*** Opening RECORDS FOR THE TASK ***
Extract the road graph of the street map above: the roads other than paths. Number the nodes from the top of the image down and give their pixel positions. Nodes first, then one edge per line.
*** Closing RECORDS FOR THE TASK ***
*** Opening RECORDS FOR THE TASK ***
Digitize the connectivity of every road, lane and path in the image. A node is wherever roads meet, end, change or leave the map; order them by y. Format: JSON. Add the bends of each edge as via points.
*** Closing RECORDS FOR THE TASK ***
*** Opening RECORDS FOR THE TASK ***
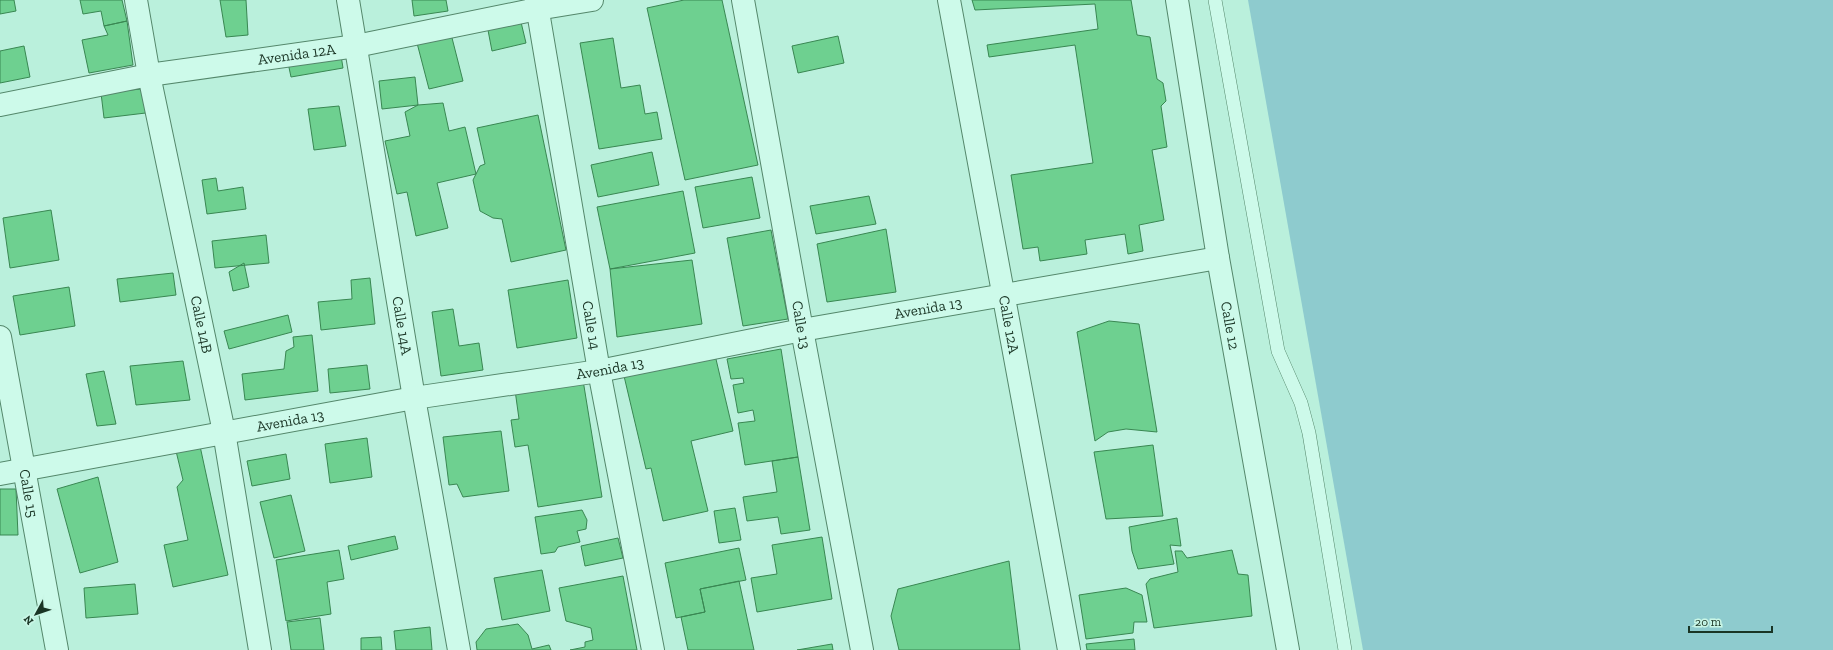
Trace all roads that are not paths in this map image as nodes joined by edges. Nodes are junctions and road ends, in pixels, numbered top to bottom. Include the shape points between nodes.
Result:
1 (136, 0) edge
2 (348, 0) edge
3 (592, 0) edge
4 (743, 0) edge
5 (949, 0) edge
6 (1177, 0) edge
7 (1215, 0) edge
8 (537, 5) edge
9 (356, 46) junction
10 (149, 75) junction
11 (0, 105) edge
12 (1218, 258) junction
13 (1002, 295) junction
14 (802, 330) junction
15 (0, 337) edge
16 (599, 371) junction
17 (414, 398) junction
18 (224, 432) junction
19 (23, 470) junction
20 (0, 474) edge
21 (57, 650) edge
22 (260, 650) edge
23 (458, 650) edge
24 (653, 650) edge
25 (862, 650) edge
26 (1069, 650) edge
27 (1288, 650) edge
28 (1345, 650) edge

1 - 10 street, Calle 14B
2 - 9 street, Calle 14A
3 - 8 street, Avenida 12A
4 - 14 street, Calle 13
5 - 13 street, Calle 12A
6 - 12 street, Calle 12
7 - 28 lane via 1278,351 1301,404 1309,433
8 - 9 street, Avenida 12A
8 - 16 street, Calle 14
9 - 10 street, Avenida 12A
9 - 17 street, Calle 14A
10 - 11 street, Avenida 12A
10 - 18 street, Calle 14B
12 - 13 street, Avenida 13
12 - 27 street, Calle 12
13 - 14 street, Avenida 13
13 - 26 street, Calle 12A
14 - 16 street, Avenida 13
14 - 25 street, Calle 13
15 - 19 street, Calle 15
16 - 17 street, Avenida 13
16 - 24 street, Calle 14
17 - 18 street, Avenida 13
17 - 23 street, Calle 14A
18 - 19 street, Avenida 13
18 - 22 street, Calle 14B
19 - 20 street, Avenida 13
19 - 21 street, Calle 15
*** Closing RECORDS FOR THE TASK ***
* **REQUIRED WORK**
Which lines of the data above contain the string "roads"? Copy each of them.

* **WRITTEN SOLUTION**
Extract the road graph of the street map above: the roads other than paths. Number the nodes from the top of the image down and give their pixel positions. Nodes first, then one edge per line.
Digitize the connectivity of every road, lane and path in the image. A node is wherever roads meet, end, change or leave the map; order them by y. Format: JSON. Add the bends of each edge as via points.
Trace all roads that are not paths in this map image as nodes joined by edges. Nodes are junctions and road ends, in pixels, numbered top to bottom. Include the shape points between nodes.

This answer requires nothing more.